Even during Clinton’s hurried press conference earlier this month in which she sought to clear up questions about her email practices, the veracity of her exculpatory claims were quickly called into question.

Clinton insisted that she deleted the majority of her email communications because they were conducted exclusively with family and friends and centered on personal matters. One of the individuals Clinton claimed she emailed with was her husband, former President Bill Clinton, but the 42nd President’s office claimed shortly thereafter that he has used email precisely twice in his life. Furthermore, both of those emails were sent in the 1990s.

Clinton insisted that she only wanted to use a private email system so that she could carry just one mobile device. That’s only because she was a jealous guardian of her own “convenience,” of course. But just weeks before that press conference, Clinton bragged about being a “hoarder” of electronic devices, and she divulged that she used both an iPhone and a Blackberry now that she is out of office.

Clinton added that her exclusive use of a private account was not designed to evade Freedom of Information Act requirements because she conducted most of her electronic communications with State Department officials who were using a .gov account. Wrong. It was discovered this week that Clinton did engage in communications with close aides at State who were also using a private email account, and those records were never archived.

Clinton assured the nation that her system was never breached and that she was never sent classified material electronically. Investigators now believe that the substandard security systems she used to secure her email might have allowed foreign intelligence services to both access and hijack her email address. Furthermore, government oversight groups are suspicious of the claim that the head of an agency that over-classifies sensitive material routinely in order to circumvent transparency laws never received any classified information via her email account.

Hilarious, right?

Of course, Clinton has good reason to believe that her scandalous behavior will be dismissed by a compliant press corps. Clinton violated ethics, flouted FOIA requirements, and misled the press on a variety of occasions. So, what’s the media’s response to these provocations? Hand-wringing over the prospect of Republican overreach, of course.

“House Republicans probing the Benghazi attacks have a politically delicate task that goes well beyond investigating the 2012 incident that claimed the lives of four Americans,” The National Journal’s Ben Geman reported. “They have to make clear they’re out to get Hillary Clinton’s emails—not Hillary Clinton.”

To whom, you might ask, do House GOP investigators have to prove that they’re not “out to get” Clinton? Journalists, presumably. Otherwise, they will go to the mattresses to defend Clinton’s honor, as they have for Barack Obama when his patriotism, his religion, or his competence are called into question by the GOP.

Thus far, Select Committee on Benghazi Chairman Trey Gowdy and his aides have taken pains to cast the overall Benghazi probe as a methodical one. It’s even taken some criticism from the Right for not being more aggressive against the former secretary of State.
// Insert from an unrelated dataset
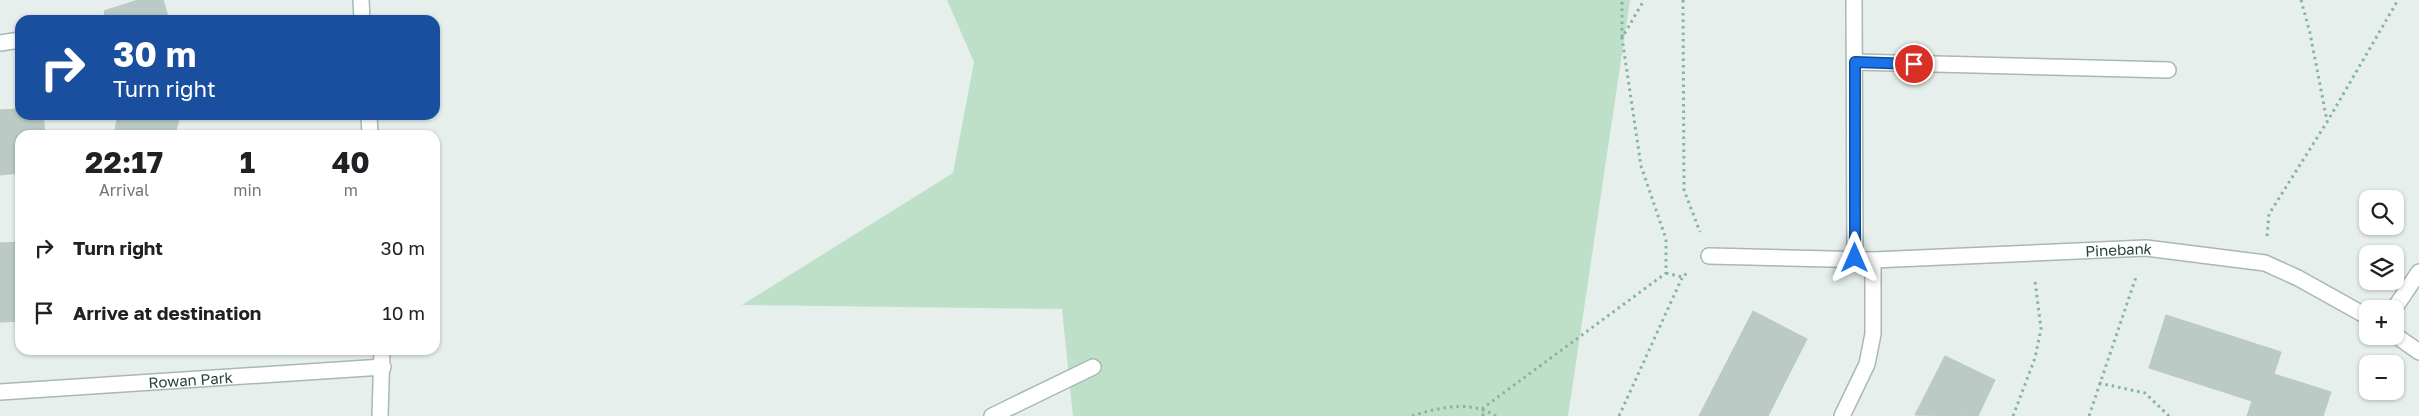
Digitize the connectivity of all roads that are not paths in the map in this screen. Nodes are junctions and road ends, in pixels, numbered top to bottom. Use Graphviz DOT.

And that’s by design. The panel wants to avoid the appearance that it is attacking Clinton by any means possible. That—ideally—means few leaks and little grandstanding.

The emphasis on perception is a marked change from some previous House GOP investigations of the Obama administration, including probes into Fast and Furious and Solyndra, which were seen in some circles as political fishing expeditions. Many Republicans took note when House Speaker John Boehner announced last May that the Benghazi panel would be headed by Gowdy, not then-House Oversight Chairman Darrell Issa—the author of those more controversial probes.

The Fourth Estate might be willing to abdicate its responsibility to thoroughly vet Clinton by not merely pointing out her ethical lapses but forcing her to account for them to a neutral observer’s satisfaction. It is striking, however, to see that the press is content to allow their institution to be mocked by the prohibitive favorite to succeed Barack Obama in the Oval Office.